Drug Release Kinetics: The mechanism and kinetics of drug release from the suppositories were deduced using some of the commonly used mathematical models’ dependent approaches such as zero order, first order, Higuchi, Hixon- Crowell and Korsmeyer- Peppas.
The different kinetics equations are given:
Qt = Qo + Kot Eqn 3
Where Qt is the amount of drug released in the time t, Qo is the initial amount of drug in solution, and ko is the zero-order release constant.
First Order Kinetics:
Log Qt = Log Qo – kt / 2.303 Eqn 4
Where Qt is the amount of drug released in the time t, Qo is the initial amount of drug in solution, and k is the first-order release constant
Qt = Kht1⁄2
Where Qt is the amount of drug released in the time and Kh is the Higuchi dissolution constant
Mt ⁄M∞ = Ktn Eqn 5
Where Mt ⁄M∞ is the fraction of drug released at the time t, k is the release rate constant, and n is the release exponent
3√ Qo - 3√Qt = kst Eqn 6
Where Qo is the initial amount of drug, Qt is the remaining amount of DCF at time t, and ks is the Hixson-Crowell constant describing surface volume relation 21, 22
RESULTS AND DISCUSSION:
Physical Assessment: In assessing the quality of the various brands of suppositories, the product information, including the product manufacturer, marketing authorization, primary packaging material, and batch number, were observed and recorded in Table 1. The registration status of the various suppositories brands was inquired from the Ghana Foods and Drugs Authority as at the period the study was conducted, and as shown in Table 2, eight of the brands were duly registered, but two of them had an expired license; however, two brands were not registered at all.
The suppositories were observed and assessed for their shape, color and appearance, and texture.
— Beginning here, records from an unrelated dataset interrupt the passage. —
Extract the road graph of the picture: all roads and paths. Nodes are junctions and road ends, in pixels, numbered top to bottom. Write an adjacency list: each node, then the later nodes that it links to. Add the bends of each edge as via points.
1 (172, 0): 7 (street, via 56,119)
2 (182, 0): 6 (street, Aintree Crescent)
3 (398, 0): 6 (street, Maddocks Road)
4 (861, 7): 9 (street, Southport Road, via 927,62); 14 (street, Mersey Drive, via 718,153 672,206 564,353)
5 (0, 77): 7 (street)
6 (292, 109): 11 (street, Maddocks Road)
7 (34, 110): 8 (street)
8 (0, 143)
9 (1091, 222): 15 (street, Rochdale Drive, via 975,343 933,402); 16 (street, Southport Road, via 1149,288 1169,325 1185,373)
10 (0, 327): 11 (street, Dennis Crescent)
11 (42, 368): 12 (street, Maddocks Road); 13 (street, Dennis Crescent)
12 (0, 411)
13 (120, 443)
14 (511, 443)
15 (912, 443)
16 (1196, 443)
These were conducted both in the intact unit and in longitudinally sectioned form. Almost all the suppositories were white to off-white except S8 and S9, which were orange and color RGB (255,159,159), respectively.
Most of the suppositories were also smooth in texture and torpedo in shape Table 2. None of the suppositories had sedimentation; however, suppositories S2, S5, S6, and S8 had cavities in them after longitudinal sectioning Fig. 1 and Table 2.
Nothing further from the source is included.